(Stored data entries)
--- START ---

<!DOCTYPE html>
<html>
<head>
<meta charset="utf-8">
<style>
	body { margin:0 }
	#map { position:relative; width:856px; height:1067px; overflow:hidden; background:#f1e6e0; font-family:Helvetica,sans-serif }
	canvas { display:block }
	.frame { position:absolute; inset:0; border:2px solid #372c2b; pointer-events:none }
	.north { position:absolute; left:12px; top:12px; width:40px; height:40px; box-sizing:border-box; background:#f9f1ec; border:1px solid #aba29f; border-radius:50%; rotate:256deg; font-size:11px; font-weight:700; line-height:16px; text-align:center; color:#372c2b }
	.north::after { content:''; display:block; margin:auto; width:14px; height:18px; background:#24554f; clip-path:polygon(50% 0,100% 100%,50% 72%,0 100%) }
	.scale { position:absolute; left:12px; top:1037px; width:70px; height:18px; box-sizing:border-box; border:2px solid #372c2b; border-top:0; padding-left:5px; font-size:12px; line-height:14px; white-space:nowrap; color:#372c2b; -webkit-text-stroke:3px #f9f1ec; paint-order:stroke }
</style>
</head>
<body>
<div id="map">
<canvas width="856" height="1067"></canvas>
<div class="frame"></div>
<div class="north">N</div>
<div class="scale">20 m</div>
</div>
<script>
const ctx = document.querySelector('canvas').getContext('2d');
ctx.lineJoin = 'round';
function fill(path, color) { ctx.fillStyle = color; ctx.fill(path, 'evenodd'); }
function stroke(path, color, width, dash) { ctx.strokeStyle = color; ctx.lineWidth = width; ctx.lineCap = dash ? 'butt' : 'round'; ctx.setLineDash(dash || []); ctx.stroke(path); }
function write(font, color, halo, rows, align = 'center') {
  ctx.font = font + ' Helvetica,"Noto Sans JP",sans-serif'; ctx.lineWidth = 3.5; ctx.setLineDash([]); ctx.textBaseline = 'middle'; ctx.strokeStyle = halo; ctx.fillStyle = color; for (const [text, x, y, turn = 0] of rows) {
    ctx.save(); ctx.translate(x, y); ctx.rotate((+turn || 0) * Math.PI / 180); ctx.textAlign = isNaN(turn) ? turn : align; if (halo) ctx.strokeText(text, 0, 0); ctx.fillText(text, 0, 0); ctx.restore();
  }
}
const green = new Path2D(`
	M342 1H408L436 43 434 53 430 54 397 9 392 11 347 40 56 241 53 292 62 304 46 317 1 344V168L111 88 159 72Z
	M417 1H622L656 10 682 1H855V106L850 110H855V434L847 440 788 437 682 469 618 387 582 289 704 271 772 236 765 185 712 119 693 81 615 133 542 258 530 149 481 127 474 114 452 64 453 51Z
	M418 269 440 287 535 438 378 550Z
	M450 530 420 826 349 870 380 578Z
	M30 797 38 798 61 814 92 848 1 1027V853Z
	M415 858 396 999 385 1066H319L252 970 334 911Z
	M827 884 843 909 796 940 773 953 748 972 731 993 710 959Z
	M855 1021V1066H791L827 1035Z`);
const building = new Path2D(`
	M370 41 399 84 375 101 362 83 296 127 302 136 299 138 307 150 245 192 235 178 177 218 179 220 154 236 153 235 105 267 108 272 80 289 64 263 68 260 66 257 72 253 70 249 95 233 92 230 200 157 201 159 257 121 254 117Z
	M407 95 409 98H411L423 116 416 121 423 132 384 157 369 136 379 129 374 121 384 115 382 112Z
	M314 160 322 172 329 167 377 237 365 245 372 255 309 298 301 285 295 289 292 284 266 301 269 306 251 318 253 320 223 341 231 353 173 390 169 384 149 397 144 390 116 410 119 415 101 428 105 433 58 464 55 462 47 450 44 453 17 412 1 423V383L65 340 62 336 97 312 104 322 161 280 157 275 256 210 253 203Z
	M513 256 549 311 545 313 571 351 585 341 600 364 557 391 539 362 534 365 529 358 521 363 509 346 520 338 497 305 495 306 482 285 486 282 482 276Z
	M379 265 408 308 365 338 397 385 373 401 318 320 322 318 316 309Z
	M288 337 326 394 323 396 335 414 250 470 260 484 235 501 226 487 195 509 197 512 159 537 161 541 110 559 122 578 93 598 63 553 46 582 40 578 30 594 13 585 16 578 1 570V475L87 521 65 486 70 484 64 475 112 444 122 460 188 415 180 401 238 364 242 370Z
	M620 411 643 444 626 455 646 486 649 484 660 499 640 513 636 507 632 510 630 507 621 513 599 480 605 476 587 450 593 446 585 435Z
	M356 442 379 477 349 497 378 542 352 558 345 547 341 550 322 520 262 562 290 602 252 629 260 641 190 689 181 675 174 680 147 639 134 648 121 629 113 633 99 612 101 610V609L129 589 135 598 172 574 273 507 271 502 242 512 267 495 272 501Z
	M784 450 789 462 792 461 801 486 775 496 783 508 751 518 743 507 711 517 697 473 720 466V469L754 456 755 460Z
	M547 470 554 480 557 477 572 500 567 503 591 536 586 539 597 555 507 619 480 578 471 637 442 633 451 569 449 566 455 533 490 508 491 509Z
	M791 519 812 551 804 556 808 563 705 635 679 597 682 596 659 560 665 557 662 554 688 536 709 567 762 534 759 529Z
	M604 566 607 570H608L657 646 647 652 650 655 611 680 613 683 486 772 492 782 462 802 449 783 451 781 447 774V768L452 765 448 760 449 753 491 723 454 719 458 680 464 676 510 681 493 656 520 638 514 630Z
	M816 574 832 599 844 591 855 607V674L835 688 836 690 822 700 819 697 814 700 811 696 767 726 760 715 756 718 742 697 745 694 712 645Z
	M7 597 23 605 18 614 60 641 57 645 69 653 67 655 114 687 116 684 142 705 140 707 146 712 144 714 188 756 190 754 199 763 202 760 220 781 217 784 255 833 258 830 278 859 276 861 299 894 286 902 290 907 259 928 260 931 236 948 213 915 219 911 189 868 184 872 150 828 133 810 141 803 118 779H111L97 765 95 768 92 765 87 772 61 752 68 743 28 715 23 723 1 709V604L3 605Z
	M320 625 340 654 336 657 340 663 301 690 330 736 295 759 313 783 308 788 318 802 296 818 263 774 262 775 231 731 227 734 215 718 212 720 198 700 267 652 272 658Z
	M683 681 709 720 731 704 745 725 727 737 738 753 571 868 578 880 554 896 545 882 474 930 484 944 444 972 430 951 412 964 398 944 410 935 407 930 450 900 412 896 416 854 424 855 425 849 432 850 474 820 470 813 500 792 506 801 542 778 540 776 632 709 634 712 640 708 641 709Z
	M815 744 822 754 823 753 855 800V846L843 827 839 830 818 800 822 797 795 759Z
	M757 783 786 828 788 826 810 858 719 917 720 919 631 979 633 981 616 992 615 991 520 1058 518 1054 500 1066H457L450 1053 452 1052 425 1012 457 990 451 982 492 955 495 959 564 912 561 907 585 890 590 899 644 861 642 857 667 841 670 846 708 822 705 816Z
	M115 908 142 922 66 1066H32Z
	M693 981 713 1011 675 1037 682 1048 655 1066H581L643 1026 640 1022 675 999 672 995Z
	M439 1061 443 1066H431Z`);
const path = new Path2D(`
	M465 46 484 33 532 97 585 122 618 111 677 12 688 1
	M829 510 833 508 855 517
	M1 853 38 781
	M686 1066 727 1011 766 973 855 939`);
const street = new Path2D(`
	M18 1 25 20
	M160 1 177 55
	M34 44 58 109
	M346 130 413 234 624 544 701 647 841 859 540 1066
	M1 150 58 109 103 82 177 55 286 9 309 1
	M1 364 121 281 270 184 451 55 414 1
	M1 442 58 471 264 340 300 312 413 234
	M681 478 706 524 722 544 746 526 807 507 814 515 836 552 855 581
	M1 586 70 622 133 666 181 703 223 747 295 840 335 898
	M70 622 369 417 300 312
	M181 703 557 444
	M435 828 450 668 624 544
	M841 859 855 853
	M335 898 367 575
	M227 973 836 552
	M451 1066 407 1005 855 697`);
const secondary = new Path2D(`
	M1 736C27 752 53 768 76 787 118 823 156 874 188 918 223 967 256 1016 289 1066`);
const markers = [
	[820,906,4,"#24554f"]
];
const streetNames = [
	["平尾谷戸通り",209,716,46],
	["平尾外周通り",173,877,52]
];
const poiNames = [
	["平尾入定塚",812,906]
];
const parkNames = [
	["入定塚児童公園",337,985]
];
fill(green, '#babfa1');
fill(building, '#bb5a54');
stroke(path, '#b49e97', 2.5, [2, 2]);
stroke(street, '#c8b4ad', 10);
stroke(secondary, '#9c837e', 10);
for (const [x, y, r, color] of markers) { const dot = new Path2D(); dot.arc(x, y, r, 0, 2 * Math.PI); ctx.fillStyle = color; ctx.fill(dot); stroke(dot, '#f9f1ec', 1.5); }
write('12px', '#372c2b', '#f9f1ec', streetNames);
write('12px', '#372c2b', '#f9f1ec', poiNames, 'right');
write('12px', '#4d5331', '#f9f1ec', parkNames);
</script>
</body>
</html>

--- END ---

> [Requirement]
Filtering the entries above by the word "sans", copy each line that matches.

> [Response to the exercise]
	#map { position:relative; width:856px; height:1067px; overflow:hidden; background:#f1e6e0; font-family:Helvetica,sans-serif }
  ctx.font = font + ' Helvetica,"Noto Sans JP",sans-serif'; ctx.lineWidth = 3.5; ctx.setLineDash([]); ctx.textBaseline = 'middle'; ctx.strokeStyle = halo; ctx.fillStyle = color; for (const [text, x, y, turn = 0] of rows) {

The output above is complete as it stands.